ESA is currently building a large field-of-view telescope to scan the sky for unknown Near-Earth Objects (NEOs). The photons that reach the 1.15 m primary mirror are deflected from a beam splitter into 16 CCD cameras. As a result a field-of-view of 6.7 deg by 6.7 deg will be covered at each exposure. For typical exposure times of 40 sec, the limiting magnitude will be around 21.5 mag. The first telescope is planned to be deployed on Monte Mufara in Sicily, Italy and a second telescope in Chile.
With the software NEOPOP a synthetic population of Earth threatening asteroids was created. The true anomalies of the asteroids were modified in order to generate more than 1000 impacts during the simulation period of 1 year.

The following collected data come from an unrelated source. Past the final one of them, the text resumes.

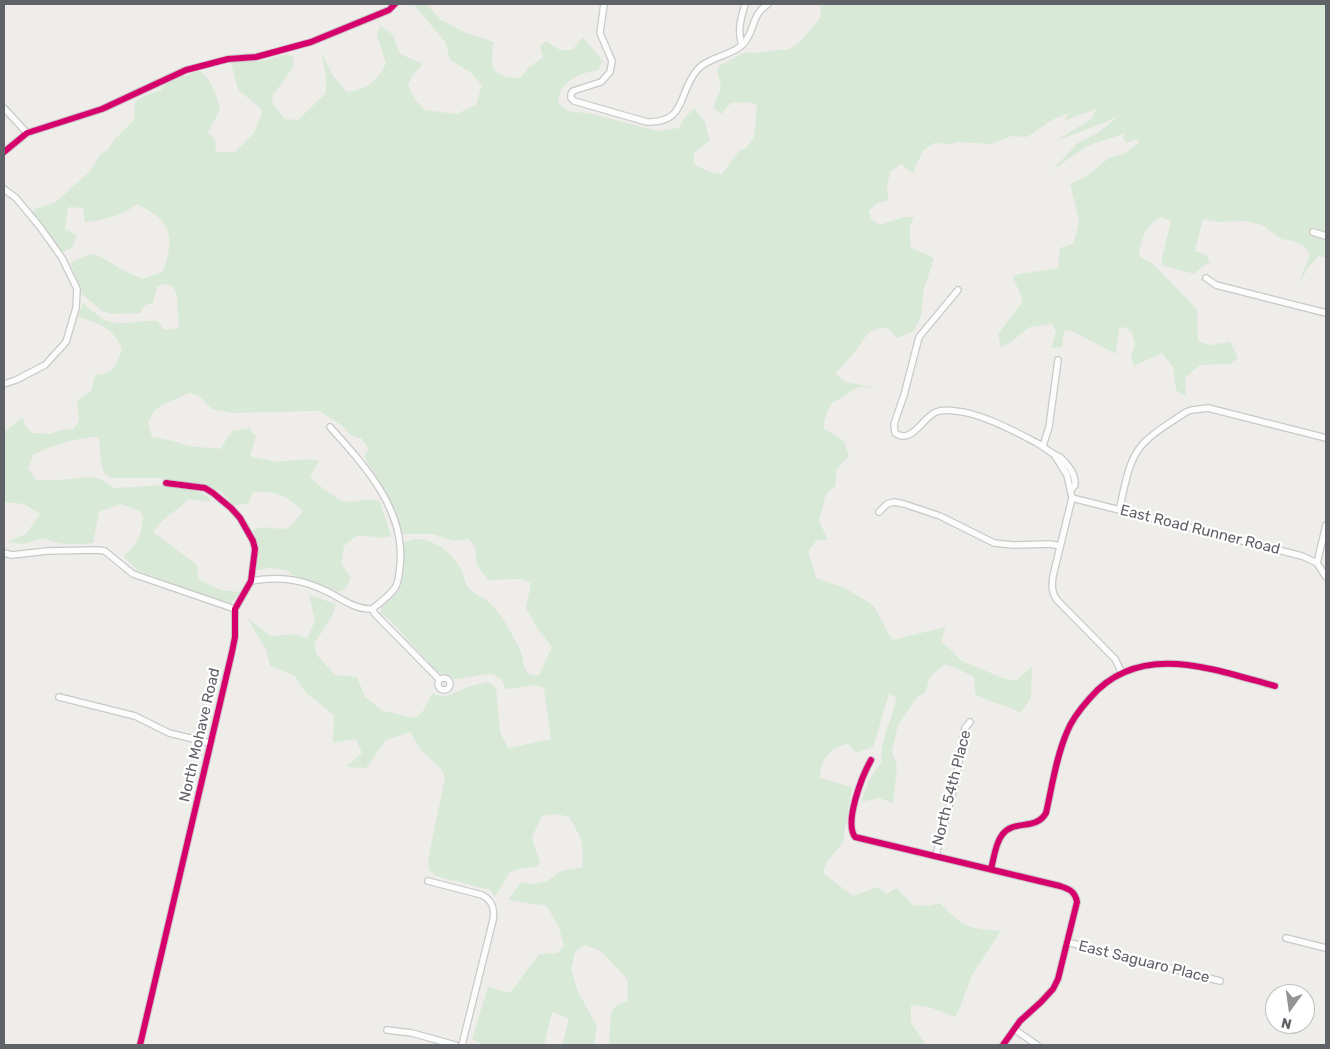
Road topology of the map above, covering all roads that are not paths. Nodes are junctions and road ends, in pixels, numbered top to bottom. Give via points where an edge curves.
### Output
1 (395, 4) edge
2 (604, 4) edge
3 (745, 4) edge
4 (768, 4) edge
5 (742, 45) junction
6 (4, 108) edge
7 (26, 133) junction
8 (4, 152) edge
9 (4, 189) edge
10 (1314, 232) dead end
11 (1326, 236) edge
12 (1206, 278) dead end
13 (958, 290) dead end
14 (1326, 313) edge
15 (1058, 360) dead end
16 (4, 384) edge
17 (330, 428) dead end
18 (1326, 438) edge
19 (1042, 446) junction
20 (166, 483) dead end
21 (1072, 498) junction
22 (1119, 510) junction
23 (879, 512) dead end
24 (1326, 525) edge
25 (1060, 546) junction
26 (4, 553) edge
27 (1317, 563) junction
28 (1326, 577) edge
29 (251, 581) junction
30 (235, 609) junction
31 (372, 609) junction
32 (1122, 673) junction
33 (440, 680) dead end
34 (1276, 686) dead end
35 (59, 697) dead end
36 (970, 722) dead end
37 (210, 743) junction
38 (871, 760) dead end
39 (936, 856) junction
40 (991, 869) junction
41 (428, 880) dead end
42 (1286, 938) dead end
43 (1067, 942) junction
44 (1326, 948) edge
45 (1220, 981) dead end
46 (1014, 1029) junction
47 (387, 1030) dead end
48 (140, 1045) edge
49 (455, 1045) edge
50 (462, 1045) edge
51 (1002, 1045) edge
52 (1037, 1045) edge

1 - 7 street via 389,10 311,42 256,57 228,59 186,70 102,108
2 - 5 street via 600,33 612,61 611,68 601,82 573,91 571,98 574,101 647,122 664,121 675,113 700,67
3 - 5 street via 739,28
4 - 5 street via 757,13
6 - 7 street
7 - 8 street
9 - 16 street via 16,198 40,227 62,258 77,288 76,308 66,342 45,365
10 - 11 street
12 - 14 street via 1216,285
13 - 19 street via 919,336 894,424 895,433 904,436 936,412 955,411 978,416
15 - 19 street via 1049,427
17 - 31 street via 375,481 400,537 397,583
18 - 22 street via 1208,408 1186,412 1138,450
19 - 21 street via 1065,461 1074,475
20 - 29 street, North Mohave Road via 205,488 240,518 255,545
21 - 22 street, East Road Runner Road
21 - 25 street
22 - 27 street, East Road Runner Road via 1302,556
23 - 25 street via 894,502 935,514 994,543
24 - 27 street
25 - 32 street via 1053,576 1053,595 1115,659
26 - 30 street via 105,551 133,574
27 - 28 street
29 - 30 street, North Mohave Road
29 - 31 street via 272,578 296,580 356,606
30 - 37 street, North Mohave Road via 235,638
31 - 33 street
32 - 34 street via 1155,664 1188,664
32 - 40 street via 1094,693 1072,720 1043,819 1009,828 1001,836
35 - 37 street via 135,716 170,733
36 - 39 street, North 54th Place via 965,728 955,784
37 - 48 street, North Mohave Road
38 - 39 street via 859,790 851,832 855,837
39 - 40 street
40 - 43 street via 1070,889 1077,902
41 - 50 street via 482,895 491,903 493,910
42 - 44 street
43 - 45 street, East Saguaro Place
43 - 46 street via 1053,989
46 - 51 street
46 - 52 street
47 - 49 street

P. Kollo's strategy for the sky survey is applied. In this strategy, each field in the sky is revisited 4 times allowing the asteroids to move at least a few pixels. The sequence of the fields is optimised with respect to telescope slew rate and angular distance to the Sun and Moon. Almost a full hemisphere can be scanned in two nights. Each virtual asteroid is propagated for one year and the Python software checks if it crosses the field-of-view of the camera and if it is bright enough to be detected. The following key questions shall be answered:
• How many impacts will the telescope predict per year?
• How many impacts as function of size will remain undetected?
• What is the influence of the telescope location?
• How does the survey complement existing (e.g. Catalina and Pan-STARRS) or planned (LSST) surveys?

Because the motion of the asteroids is completely independent of each other, parallel programming techniques will be applied to allow the simulation of a large number of asteroids with a small propagation step size. It is expected that the fly-eye telescope will contribute enormously to the future detection rate of NEOs.